■ **Exercise goal**: Your task is to copy every line of the entries that contains "roads".

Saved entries
++++++
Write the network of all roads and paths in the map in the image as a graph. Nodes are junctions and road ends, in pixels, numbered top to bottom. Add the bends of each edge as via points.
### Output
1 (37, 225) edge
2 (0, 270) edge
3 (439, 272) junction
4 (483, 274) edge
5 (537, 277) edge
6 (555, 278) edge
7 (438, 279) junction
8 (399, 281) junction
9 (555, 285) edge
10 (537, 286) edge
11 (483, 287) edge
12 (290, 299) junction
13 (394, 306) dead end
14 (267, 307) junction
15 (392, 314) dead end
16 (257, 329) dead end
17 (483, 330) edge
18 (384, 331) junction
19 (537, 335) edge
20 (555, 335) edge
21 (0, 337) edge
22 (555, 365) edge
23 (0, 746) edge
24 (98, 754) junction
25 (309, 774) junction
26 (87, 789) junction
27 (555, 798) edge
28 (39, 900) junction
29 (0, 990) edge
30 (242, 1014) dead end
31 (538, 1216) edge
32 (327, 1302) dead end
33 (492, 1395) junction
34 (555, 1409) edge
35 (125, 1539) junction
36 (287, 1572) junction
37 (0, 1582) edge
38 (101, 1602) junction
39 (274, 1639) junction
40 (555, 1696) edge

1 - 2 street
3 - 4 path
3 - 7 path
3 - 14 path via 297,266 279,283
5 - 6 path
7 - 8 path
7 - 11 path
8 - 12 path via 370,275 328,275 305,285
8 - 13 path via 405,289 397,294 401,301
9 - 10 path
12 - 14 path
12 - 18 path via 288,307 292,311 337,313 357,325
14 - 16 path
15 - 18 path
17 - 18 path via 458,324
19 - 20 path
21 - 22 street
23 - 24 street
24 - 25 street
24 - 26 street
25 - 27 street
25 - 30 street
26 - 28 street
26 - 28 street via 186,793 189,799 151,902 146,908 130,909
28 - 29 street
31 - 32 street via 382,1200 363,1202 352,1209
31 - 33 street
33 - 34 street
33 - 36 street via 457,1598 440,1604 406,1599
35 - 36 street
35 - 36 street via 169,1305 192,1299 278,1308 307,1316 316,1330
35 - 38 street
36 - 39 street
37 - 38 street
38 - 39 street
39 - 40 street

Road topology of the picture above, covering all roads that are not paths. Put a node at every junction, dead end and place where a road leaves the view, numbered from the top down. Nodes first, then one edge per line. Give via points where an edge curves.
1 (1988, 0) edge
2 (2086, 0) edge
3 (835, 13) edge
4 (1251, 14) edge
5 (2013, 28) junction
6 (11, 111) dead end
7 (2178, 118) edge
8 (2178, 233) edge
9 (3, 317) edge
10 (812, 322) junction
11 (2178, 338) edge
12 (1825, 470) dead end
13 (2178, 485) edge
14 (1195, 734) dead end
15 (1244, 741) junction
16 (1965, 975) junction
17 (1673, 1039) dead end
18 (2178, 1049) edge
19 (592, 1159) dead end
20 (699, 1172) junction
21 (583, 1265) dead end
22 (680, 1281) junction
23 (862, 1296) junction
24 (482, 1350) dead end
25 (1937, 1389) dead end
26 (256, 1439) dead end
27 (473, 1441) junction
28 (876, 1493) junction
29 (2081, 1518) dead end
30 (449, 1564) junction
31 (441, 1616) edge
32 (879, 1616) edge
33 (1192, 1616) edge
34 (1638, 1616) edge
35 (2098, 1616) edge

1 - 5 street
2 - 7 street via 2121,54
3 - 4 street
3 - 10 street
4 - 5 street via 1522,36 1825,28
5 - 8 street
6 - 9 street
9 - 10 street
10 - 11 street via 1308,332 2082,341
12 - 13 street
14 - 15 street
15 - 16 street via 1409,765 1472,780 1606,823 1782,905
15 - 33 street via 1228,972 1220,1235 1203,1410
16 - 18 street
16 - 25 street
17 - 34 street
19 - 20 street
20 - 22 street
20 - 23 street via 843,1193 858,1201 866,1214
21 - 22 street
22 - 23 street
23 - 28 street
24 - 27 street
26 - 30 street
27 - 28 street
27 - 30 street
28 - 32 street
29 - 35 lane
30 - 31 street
++++++
■ **Your response**:
Write the network of all roads and paths in the map in the image as a graph. Nodes are junctions and road ends, in pixels, numbered top to bottom. Add the bends of each edge as via points.
Road topology of the picture above, covering all roads that are not paths. Put a node at every junction, dead end and place where a road leaves the view, numbered from the top down. Nodes first, then one edge per line. Give via points where an edge curves.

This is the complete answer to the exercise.